On Jul 3, 2012, at 10:16 AM, Friederike wrote:

> I have a quick question regarding the p- and q-values in MACSv2.
> In MACSv1.4 the p-value was output by the programme as -10log(p-value) and the FDR in %. Do you still multiply the negative log(p-value) by ten in MACS2?

No. In MACS2, I use -log10(pvalue) or -log10(qvalue) instead of multiplying by ten.

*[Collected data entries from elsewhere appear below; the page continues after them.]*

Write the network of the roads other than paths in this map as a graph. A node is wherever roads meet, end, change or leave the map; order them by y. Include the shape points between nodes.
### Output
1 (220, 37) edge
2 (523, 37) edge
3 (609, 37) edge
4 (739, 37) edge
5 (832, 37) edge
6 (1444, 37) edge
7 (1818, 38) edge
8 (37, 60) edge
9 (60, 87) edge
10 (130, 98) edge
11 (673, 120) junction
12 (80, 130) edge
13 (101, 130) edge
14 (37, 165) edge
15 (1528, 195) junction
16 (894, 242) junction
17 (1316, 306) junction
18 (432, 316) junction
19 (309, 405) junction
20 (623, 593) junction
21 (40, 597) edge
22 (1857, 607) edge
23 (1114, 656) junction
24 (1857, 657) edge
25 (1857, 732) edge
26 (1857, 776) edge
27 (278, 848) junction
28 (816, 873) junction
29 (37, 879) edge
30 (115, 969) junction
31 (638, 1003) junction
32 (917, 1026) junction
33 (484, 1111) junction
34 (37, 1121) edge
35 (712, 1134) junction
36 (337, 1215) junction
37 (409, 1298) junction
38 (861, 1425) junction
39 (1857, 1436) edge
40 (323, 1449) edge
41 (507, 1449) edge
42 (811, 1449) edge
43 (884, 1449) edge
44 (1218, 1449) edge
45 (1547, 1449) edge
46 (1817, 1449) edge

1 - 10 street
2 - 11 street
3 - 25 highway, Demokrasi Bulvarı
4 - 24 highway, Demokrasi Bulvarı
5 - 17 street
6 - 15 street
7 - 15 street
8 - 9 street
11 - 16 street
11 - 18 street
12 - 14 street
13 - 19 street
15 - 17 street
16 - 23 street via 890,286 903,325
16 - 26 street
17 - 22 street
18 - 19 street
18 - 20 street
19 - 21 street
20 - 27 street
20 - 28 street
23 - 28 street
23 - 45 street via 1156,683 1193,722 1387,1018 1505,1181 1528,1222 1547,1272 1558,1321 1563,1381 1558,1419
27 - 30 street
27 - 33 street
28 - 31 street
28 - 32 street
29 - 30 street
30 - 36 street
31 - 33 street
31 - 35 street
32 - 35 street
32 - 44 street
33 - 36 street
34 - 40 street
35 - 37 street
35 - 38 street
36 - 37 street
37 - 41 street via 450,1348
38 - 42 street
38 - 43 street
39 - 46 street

> I have major difficulties in reproducing a similar cut-off in MACSv1.4 and MACSv2 based on the FDR. I used to take FDR 5% as a cut off for peaks I considered for the downstream analysis, but with the newer MACS version I get many more peaks (in the exact same data set) eventhough the default cut-off is q-value = 0.05. I should add that the vast majority of the peaks that I were not identified by MACSv1.4 but by MACSv2 have very small fold enrichment values compared to those peaks that were identified by both MACSv1.4 and MACSv2.
> Did you change the way of calculating the q-value? Why were those "tiny" peaks not picked up by MACSv1.4 but suddenly appear quite statistically significant in MACSv2?

Yes. They are different.

In MACSv1.4, FDR is calculated by swapping treatment and control. MACSv14 assumes all peaks called under a cutoff in this way are false positives. So it can calculate empirical FDR for each pvalue cutoff. However this method is hugely influenced by unbalanced sequencing depth. For example, if control sample is much larger than treatment, FDR would be overestimated so you would have less 'good' peaks above cutoff.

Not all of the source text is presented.